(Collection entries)

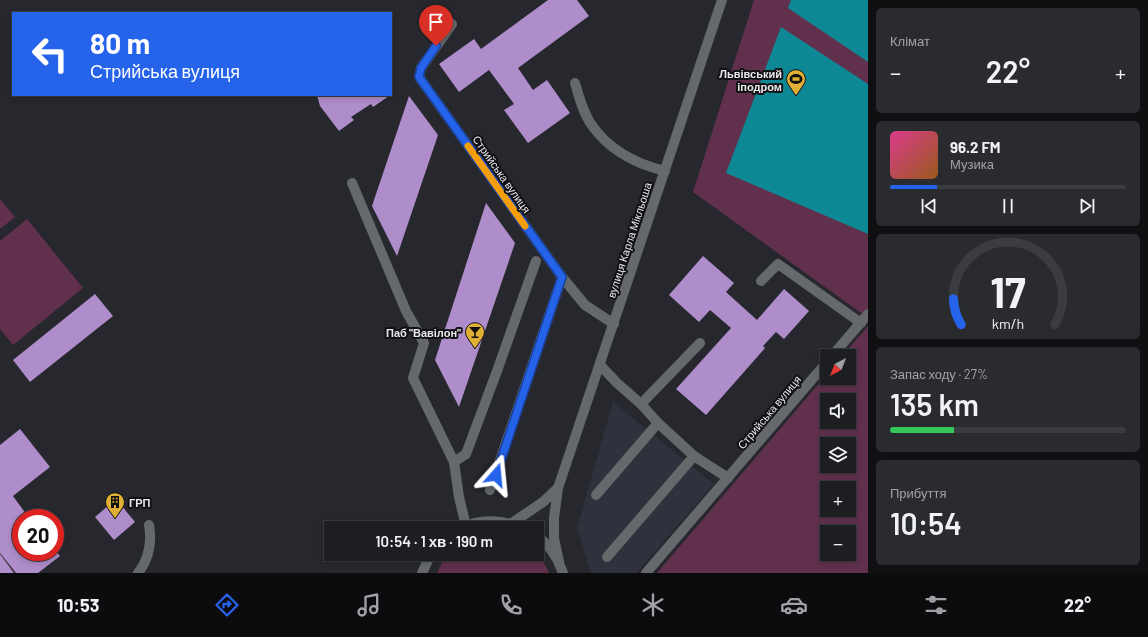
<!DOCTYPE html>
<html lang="uk">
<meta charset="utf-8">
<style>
:root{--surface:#1d1e22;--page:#2a2b2f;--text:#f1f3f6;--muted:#a0a2a5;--line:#3b3c40;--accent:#2563eb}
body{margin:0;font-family:Barlow,sans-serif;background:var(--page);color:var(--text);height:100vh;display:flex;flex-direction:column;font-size:15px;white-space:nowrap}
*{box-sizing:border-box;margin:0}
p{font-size:13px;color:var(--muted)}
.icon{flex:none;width:22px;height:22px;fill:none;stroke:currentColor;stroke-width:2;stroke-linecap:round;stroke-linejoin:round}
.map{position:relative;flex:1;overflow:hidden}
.drawer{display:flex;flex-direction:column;gap:8px;padding:8px;background:#101013;width:280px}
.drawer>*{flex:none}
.banner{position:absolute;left:12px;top:12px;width:380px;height:84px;border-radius:0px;box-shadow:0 2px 6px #0003,0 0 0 1px var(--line);background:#2563eb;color:#fff;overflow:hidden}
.needle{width:26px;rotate:222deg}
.fabs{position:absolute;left:820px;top:349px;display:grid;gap:8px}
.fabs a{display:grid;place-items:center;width:36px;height:36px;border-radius:0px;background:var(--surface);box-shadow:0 2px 6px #0003,0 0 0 1px var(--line);font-size:20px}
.speed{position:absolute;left:12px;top:509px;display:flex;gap:8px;font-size:20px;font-weight:700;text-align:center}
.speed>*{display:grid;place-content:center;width:52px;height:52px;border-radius:50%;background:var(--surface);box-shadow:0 2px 6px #0003,0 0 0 1px var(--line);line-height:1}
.speed .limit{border:6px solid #d22;background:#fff;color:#111}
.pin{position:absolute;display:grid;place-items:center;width:34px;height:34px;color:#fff;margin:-41px -17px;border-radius:50% 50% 50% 0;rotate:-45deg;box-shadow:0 0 4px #0007}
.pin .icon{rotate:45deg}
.me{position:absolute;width:44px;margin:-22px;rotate:18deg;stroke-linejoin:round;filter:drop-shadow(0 0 3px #0008)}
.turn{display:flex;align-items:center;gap:14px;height:84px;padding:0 12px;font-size:18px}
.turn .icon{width:52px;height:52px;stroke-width:2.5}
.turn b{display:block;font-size:28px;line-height:34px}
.big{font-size:30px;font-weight:600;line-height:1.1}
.drawer .card{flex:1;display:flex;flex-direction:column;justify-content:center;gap:6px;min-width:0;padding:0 14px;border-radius:6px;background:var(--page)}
.drawer .dial{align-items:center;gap:0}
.dial svg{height:104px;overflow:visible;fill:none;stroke:var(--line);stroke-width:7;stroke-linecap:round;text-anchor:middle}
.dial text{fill:var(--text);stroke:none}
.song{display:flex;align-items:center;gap:12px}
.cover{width:48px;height:48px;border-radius:6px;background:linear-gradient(135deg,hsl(330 70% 55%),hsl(30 70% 35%))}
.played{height:4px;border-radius:2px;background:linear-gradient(90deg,var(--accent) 20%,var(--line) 20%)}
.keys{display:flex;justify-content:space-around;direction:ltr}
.heat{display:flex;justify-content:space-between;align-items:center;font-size:22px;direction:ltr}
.charge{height:6px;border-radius:3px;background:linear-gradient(90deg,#34c759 27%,var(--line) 0)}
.trip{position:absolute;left:324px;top:521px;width:220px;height:40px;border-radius:0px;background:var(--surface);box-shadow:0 2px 6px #0003,0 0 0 1px var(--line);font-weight:600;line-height:40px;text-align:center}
.dock{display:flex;height:64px;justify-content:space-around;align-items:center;background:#0c0c0e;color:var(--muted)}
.dock .icon{width:28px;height:28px}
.dock .selected{color:var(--accent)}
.dock b{font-size:18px;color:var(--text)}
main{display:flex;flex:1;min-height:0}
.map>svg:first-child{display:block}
.built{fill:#2f313c}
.green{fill:#60304d;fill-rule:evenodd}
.water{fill:#0f8896}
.building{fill:#af8cca}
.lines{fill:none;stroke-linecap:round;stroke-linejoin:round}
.minor{stroke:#66696b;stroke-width:10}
.route-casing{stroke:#184099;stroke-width:10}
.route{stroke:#2563eb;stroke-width:7}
.slow{stroke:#f59e0b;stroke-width:7}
.labels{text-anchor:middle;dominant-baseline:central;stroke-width:4;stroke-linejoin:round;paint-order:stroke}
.poi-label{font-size:11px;font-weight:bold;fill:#e9eaee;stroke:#111114;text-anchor:end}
.street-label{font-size:11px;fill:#e9eaee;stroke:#111114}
</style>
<main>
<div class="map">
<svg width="868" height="573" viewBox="0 0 868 573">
<rect width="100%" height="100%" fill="#27282e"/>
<!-- built -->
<polygon class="built" points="613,402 714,484 636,573 591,573 577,528"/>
<!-- green -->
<g class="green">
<polygon points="754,0 868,0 868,318 693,192"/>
<polygon points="0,199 15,217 0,229"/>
<polygon points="27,219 83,288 13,345 0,329 0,241"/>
<path d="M868 326V573H657L827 374V378H849V356H842ZM827 400H849V422H827ZM827 444H849V466H827ZM827 488H849V510H827ZM827 532H849V554H827Z"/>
<polygon points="537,553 542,559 549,573 437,573 444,558 448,554"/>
</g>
<!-- water -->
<g class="water">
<polygon points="791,0 868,0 868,62 788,8"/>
<polygon points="781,27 868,84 868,234 726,173"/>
</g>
<!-- building -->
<g class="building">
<polygon points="548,0 577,0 589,16 518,68 533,90 547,80 570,113 528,143 504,110 514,104 489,70 459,92 439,64 474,39 481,49"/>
<polygon points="317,95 388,95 389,96 373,107 371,104 351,117 354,120 339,131 320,106"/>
<polygon points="409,96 438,135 397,256 372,206"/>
<polygon points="486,203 515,243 459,407 435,360"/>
<polygon points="703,256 734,283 726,292 757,320 784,289 809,311 784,339 776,332 763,346 765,348 706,415 676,389 731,328 710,310 699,322 669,295"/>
<polygon points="95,294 113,316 30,382 13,360"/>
<polygon points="20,429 50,467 13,496 29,518 21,518 21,552 55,552 55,550 60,556 38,573 16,573 0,553 0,445"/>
<polygon points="116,499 135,522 114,540 95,517"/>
<polygon points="0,554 14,573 0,573"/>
</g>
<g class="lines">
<!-- minor -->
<g class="minor">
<polyline points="452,24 421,68 419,77 562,277 585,305 614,324"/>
<path d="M575 83C579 97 583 112 591 124 608 149 636 164 665 171"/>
<polyline points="352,183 406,311 424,343 413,378 454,462 459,497 466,526"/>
<polyline points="761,281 778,264 861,323"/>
<polyline points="832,356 868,314"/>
<polyline points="600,365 617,383 641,404 658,423 694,456 728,478"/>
<polyline points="641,404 700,343"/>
<polyline points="454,462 466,454 497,371 536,261"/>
<polyline points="490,490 562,277"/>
<polyline points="596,495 658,423"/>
<polyline points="512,523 543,502 558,488"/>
<path d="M461 528C481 518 504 520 524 528"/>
<path d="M537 536C550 545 558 559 563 573"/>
<polyline points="607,557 694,456"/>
<polyline points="559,562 554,538 554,518 558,488 722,0"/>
<path d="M138 573C149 559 152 542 149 525"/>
<polyline points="422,573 431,554"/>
<polyline points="646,573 827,362"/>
</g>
</g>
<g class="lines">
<!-- route casing -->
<g class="route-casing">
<polyline id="route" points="436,46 421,68 419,77 562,277 496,475"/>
</g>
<!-- route -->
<use href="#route" class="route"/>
<!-- slow -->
<polyline class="slow" points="468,146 525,226"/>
</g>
<!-- icons -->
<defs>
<g id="stadium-pin" transform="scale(1)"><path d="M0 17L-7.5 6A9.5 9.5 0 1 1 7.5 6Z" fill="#e0b034" stroke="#111114"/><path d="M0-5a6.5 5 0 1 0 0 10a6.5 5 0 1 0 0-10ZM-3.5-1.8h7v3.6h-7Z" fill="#111"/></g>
<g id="bar-pin" transform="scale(1)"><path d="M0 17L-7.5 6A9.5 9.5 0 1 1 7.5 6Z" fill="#e0b034" stroke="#111114"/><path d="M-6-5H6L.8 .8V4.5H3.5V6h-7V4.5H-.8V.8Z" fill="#111"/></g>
<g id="building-pin" transform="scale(1)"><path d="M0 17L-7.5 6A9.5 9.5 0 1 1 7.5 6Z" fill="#e0b034" stroke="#111114"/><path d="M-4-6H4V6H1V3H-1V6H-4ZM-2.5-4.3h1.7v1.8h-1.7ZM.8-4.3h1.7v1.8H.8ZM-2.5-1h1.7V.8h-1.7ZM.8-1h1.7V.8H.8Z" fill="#111"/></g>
</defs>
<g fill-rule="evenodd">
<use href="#stadium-pin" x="796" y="79"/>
<use href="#bar-pin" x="475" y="332"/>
<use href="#building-pin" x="115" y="502"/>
</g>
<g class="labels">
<!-- poi labels -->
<g class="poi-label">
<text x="782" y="73">Львівський<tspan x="782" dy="13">іподром</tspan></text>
<text x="461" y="332">Паб "Вавілон"</text>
<text x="129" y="502" text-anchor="start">ГРП</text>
</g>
<!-- street labels -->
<g class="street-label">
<text transform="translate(502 174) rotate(55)">Стрийська вулиця</text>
<text transform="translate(629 240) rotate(-72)">вулиця Карла Мікльоша</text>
<text transform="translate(769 412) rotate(-50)">Стрийська вулиця</text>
</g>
</g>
</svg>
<div class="fabs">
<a><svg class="needle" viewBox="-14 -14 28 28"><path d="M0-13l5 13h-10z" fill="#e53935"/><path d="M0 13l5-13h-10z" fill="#a0a2a5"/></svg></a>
<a><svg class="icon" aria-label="sound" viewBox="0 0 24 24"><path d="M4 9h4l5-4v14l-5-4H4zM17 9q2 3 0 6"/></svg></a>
<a><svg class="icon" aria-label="layers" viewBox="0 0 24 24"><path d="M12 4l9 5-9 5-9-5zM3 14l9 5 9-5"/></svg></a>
<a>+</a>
<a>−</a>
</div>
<div class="speed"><div class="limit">20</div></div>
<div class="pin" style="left:436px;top:46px;background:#d93025"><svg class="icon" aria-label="arrive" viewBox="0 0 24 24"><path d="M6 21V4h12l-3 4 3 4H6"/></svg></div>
<svg class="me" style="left:496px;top:475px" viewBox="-20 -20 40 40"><path d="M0-17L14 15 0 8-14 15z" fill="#2563eb" stroke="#fff" stroke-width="4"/></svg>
<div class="trip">10:54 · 1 хв · 190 m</div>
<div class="banner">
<div class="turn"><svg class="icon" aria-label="left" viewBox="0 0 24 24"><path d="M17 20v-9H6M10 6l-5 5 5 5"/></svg><div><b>80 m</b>Стрийська вулиця</div></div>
</div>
</div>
<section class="drawer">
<div class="card"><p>Клімат</p>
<div class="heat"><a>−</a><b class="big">22°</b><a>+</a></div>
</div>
<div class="card">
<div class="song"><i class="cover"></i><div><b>96.2 FM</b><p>Музика</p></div></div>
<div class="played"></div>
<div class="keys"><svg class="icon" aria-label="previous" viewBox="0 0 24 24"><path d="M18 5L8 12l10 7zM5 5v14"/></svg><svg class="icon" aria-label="pause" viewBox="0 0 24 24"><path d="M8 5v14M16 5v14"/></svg><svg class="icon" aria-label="next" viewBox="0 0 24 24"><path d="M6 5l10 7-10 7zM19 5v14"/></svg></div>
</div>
<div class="card dial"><svg viewBox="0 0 100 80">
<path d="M14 69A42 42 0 1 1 86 69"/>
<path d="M14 69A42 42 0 0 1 8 49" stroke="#2563eb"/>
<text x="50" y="56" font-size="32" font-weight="700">17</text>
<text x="50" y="72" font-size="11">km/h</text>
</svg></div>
<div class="card"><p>Запас ходу · 27%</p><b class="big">135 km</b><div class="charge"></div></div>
<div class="card"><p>Прибуття</p><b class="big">10:54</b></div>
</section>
</main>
<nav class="dock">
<b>10:53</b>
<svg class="icon selected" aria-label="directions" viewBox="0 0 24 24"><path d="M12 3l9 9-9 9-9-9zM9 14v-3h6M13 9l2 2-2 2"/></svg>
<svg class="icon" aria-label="music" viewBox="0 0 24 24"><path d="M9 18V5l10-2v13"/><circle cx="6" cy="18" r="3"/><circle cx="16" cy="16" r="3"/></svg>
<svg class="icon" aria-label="phone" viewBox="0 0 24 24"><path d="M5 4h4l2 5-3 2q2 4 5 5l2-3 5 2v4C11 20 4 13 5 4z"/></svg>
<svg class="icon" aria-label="climate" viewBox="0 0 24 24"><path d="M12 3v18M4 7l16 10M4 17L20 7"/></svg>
<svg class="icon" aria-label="car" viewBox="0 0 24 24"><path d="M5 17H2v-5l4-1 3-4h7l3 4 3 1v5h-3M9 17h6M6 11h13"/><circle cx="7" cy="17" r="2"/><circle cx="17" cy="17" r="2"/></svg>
<svg class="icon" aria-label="filters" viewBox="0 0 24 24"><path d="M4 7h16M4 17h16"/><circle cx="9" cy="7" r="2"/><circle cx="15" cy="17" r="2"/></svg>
<b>22°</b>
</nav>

> WORK INSTRUCTION: Please go through the data and copy each line containing the word "linecap".

> RESULT:
.icon{flex:none;width:22px;height:22px;fill:none;stroke:currentColor;stroke-width:2;stroke-linecap:round;stroke-linejoin:round}
.dial svg{height:104px;overflow:visible;fill:none;stroke:var(--line);stroke-width:7;stroke-linecap:round;text-anchor:middle}
.lines{fill:none;stroke-linecap:round;stroke-linejoin:round}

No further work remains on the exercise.